--- START ---

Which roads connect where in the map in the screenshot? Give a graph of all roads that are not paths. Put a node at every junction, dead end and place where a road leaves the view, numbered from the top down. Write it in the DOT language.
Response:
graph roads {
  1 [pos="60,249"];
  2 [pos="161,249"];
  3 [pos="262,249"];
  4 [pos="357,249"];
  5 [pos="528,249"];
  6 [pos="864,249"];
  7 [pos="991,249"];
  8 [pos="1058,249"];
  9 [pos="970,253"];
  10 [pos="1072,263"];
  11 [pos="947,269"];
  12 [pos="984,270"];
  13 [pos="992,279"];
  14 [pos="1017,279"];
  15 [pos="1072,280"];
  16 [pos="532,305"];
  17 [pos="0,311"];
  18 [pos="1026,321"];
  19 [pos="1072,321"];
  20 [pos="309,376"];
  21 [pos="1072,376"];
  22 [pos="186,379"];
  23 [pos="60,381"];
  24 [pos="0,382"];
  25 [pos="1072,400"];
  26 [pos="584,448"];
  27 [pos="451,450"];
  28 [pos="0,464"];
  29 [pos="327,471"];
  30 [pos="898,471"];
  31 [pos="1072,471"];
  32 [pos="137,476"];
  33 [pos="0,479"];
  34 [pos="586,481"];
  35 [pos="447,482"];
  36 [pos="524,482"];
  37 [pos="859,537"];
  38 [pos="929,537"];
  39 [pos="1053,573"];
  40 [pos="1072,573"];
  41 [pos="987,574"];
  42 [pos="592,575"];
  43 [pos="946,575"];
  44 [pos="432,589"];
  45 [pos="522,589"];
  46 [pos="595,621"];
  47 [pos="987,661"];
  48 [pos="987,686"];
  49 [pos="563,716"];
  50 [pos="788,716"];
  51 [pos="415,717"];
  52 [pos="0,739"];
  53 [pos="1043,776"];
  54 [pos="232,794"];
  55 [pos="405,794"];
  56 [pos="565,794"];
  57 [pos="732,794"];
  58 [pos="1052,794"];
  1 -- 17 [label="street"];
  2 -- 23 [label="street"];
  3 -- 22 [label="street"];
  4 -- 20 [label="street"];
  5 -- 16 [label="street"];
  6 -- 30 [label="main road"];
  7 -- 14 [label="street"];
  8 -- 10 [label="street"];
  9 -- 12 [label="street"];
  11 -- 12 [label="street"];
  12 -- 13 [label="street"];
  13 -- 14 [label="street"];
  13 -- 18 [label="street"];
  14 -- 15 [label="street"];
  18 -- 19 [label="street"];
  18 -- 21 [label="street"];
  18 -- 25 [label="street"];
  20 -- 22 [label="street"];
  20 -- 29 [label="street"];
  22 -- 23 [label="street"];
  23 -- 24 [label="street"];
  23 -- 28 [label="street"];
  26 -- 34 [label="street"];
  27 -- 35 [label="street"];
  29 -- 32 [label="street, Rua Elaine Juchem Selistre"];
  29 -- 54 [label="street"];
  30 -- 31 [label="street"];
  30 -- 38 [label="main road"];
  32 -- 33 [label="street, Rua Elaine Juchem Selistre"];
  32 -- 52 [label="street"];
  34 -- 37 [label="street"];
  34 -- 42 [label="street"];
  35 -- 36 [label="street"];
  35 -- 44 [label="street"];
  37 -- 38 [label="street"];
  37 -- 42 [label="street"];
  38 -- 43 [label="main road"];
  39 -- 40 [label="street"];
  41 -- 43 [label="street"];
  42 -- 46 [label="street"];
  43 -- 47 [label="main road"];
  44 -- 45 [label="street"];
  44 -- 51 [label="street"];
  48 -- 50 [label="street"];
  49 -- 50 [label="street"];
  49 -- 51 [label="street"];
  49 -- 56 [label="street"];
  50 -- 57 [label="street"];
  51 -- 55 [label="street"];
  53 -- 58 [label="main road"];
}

--- END ---

» Task
Please output the entire listing exactly as it stands.

» Finished task
Which roads connect where in the map in the screenshot? Give a graph of all roads that are not paths. Put a node at every junction, dead end and place where a road leaves the view, numbered from the top down. Write it in the DOT language.
Response:
graph roads {
  1 [pos="60,249"];
  2 [pos="161,249"];
  3 [pos="262,249"];
  4 [pos="357,249"];
  5 [pos="528,249"];
  6 [pos="864,249"];
  7 [pos="991,249"];
  8 [pos="1058,249"];
  9 [pos="970,253"];
  10 [pos="1072,263"];
  11 [pos="947,269"];
  12 [pos="984,270"];
  13 [pos="992,279"];
  14 [pos="1017,279"];
  15 [pos="1072,280"];
  16 [pos="532,305"];
  17 [pos="0,311"];
  18 [pos="1026,321"];
  19 [pos="1072,321"];
  20 [pos="309,376"];
  21 [pos="1072,376"];
  22 [pos="186,379"];
  23 [pos="60,381"];
  24 [pos="0,382"];
  25 [pos="1072,400"];
  26 [pos="584,448"];
  27 [pos="451,450"];
  28 [pos="0,464"];
  29 [pos="327,471"];
  30 [pos="898,471"];
  31 [pos="1072,471"];
  32 [pos="137,476"];
  33 [pos="0,479"];
  34 [pos="586,481"];
  35 [pos="447,482"];
  36 [pos="524,482"];
  37 [pos="859,537"];
  38 [pos="929,537"];
  39 [pos="1053,573"];
  40 [pos="1072,573"];
  41 [pos="987,574"];
  42 [pos="592,575"];
  43 [pos="946,575"];
  44 [pos="432,589"];
  45 [pos="522,589"];
  46 [pos="595,621"];
  47 [pos="987,661"];
  48 [pos="987,686"];
  49 [pos="563,716"];
  50 [pos="788,716"];
  51 [pos="415,717"];
  52 [pos="0,739"];
  53 [pos="1043,776"];
  54 [pos="232,794"];
  55 [pos="405,794"];
  56 [pos="565,794"];
  57 [pos="732,794"];
  58 [pos="1052,794"];
  1 -- 17 [label="street"];
  2 -- 23 [label="street"];
  3 -- 22 [label="street"];
  4 -- 20 [label="street"];
  5 -- 16 [label="street"];
  6 -- 30 [label="main road"];
  7 -- 14 [label="street"];
  8 -- 10 [label="street"];
  9 -- 12 [label="street"];
  11 -- 12 [label="street"];
  12 -- 13 [label="street"];
  13 -- 14 [label="street"];
  13 -- 18 [label="street"];
  14 -- 15 [label="street"];
  18 -- 19 [label="street"];
  18 -- 21 [label="street"];
  18 -- 25 [label="street"];
  20 -- 22 [label="street"];
  20 -- 29 [label="street"];
  22 -- 23 [label="street"];
  23 -- 24 [label="street"];
  23 -- 28 [label="street"];
  26 -- 34 [label="street"];
  27 -- 35 [label="street"];
  29 -- 32 [label="street, Rua Elaine Juchem Selistre"];
  29 -- 54 [label="street"];
  30 -- 31 [label="street"];
  30 -- 38 [label="main road"];
  32 -- 33 [label="street, Rua Elaine Juchem Selistre"];
  32 -- 52 [label="street"];
  34 -- 37 [label="street"];
  34 -- 42 [label="street"];
  35 -- 36 [label="street"];
  35 -- 44 [label="street"];
  37 -- 38 [label="street"];
  37 -- 42 [label="street"];
  38 -- 43 [label="main road"];
  39 -- 40 [label="street"];
  41 -- 43 [label="street"];
  42 -- 46 [label="street"];
  43 -- 47 [label="main road"];
  44 -- 45 [label="street"];
  44 -- 51 [label="street"];
  48 -- 50 [label="street"];
  49 -- 50 [label="street"];
  49 -- 51 [label="street"];
  49 -- 56 [label="street"];
  50 -- 57 [label="street"];
  51 -- 55 [label="street"];
  53 -- 58 [label="main road"];
}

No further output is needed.